WHAT YOU ARE ASKED TO DO
From the first entry to the last, copy each one exactly.

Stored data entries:
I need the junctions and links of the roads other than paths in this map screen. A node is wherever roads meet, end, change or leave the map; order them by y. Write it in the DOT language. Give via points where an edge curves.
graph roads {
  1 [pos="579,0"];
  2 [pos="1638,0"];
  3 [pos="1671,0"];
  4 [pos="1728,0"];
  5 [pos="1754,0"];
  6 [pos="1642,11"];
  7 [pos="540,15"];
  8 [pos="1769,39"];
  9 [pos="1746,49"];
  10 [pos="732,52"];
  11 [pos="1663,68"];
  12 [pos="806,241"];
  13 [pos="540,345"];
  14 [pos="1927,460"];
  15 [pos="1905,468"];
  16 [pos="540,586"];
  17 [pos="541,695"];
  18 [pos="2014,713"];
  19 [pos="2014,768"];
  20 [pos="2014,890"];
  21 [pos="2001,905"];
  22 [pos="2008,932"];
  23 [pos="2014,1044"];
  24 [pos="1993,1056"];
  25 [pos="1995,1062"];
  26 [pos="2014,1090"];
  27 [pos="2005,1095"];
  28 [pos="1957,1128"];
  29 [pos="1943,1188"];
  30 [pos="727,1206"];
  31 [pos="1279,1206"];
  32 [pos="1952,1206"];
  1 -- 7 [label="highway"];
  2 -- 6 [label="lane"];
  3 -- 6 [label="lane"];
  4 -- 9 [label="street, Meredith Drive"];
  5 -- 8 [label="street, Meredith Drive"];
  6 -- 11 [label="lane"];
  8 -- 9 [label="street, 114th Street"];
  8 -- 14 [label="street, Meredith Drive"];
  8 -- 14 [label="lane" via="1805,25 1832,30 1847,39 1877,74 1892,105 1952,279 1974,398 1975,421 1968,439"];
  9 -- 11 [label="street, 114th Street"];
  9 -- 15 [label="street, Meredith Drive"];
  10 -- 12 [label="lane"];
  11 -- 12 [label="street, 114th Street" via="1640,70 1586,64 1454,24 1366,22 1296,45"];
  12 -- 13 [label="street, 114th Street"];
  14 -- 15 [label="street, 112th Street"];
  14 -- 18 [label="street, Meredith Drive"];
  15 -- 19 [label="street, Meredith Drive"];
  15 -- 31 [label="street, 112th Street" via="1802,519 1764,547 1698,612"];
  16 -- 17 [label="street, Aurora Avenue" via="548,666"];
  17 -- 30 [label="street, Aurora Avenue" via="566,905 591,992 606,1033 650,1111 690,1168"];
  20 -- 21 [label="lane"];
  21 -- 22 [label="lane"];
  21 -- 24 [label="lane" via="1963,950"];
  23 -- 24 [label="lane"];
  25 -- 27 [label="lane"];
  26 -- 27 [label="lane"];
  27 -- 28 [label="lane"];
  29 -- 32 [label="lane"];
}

TASK RESULT
I need the junctions and links of the roads other than paths in this map screen. A node is wherever roads meet, end, change or leave the map; order them by y. Write it in the DOT language. Give via points where an edge curves.
graph roads {
  1 [pos="579,0"];
  2 [pos="1638,0"];
  3 [pos="1671,0"];
  4 [pos="1728,0"];
  5 [pos="1754,0"];
  6 [pos="1642,11"];
  7 [pos="540,15"];
  8 [pos="1769,39"];
  9 [pos="1746,49"];
  10 [pos="732,52"];
  11 [pos="1663,68"];
  12 [pos="806,241"];
  13 [pos="540,345"];
  14 [pos="1927,460"];
  15 [pos="1905,468"];
  16 [pos="540,586"];
  17 [pos="541,695"];
  18 [pos="2014,713"];
  19 [pos="2014,768"];
  20 [pos="2014,890"];
  21 [pos="2001,905"];
  22 [pos="2008,932"];
  23 [pos="2014,1044"];
  24 [pos="1993,1056"];
  25 [pos="1995,1062"];
  26 [pos="2014,1090"];
  27 [pos="2005,1095"];
  28 [pos="1957,1128"];
  29 [pos="1943,1188"];
  30 [pos="727,1206"];
  31 [pos="1279,1206"];
  32 [pos="1952,1206"];
  1 -- 7 [label="highway"];
  2 -- 6 [label="lane"];
  3 -- 6 [label="lane"];
  4 -- 9 [label="street, Meredith Drive"];
  5 -- 8 [label="street, Meredith Drive"];
  6 -- 11 [label="lane"];
  8 -- 9 [label="street, 114th Street"];
  8 -- 14 [label="street, Meredith Drive"];
  8 -- 14 [label="lane" via="1805,25 1832,30 1847,39 1877,74 1892,105 1952,279 1974,398 1975,421 1968,439"];
  9 -- 11 [label="street, 114th Street"];
  9 -- 15 [label="street, Meredith Drive"];
  10 -- 12 [label="lane"];
  11 -- 12 [label="street, 114th Street" via="1640,70 1586,64 1454,24 1366,22 1296,45"];
  12 -- 13 [label="street, 114th Street"];
  14 -- 15 [label="street, 112th Street"];
  14 -- 18 [label="street, Meredith Drive"];
  15 -- 19 [label="street, Meredith Drive"];
  15 -- 31 [label="street, 112th Street" via="1802,519 1764,547 1698,612"];
  16 -- 17 [label="street, Aurora Avenue" via="548,666"];
  17 -- 30 [label="street, Aurora Avenue" via="566,905 591,992 606,1033 650,1111 690,1168"];
  20 -- 21 [label="lane"];
  21 -- 22 [label="lane"];
  21 -- 24 [label="lane" via="1963,950"];
  23 -- 24 [label="lane"];
  25 -- 27 [label="lane"];
  26 -- 27 [label="lane"];
  27 -- 28 [label="lane"];
  29 -- 32 [label="lane"];
}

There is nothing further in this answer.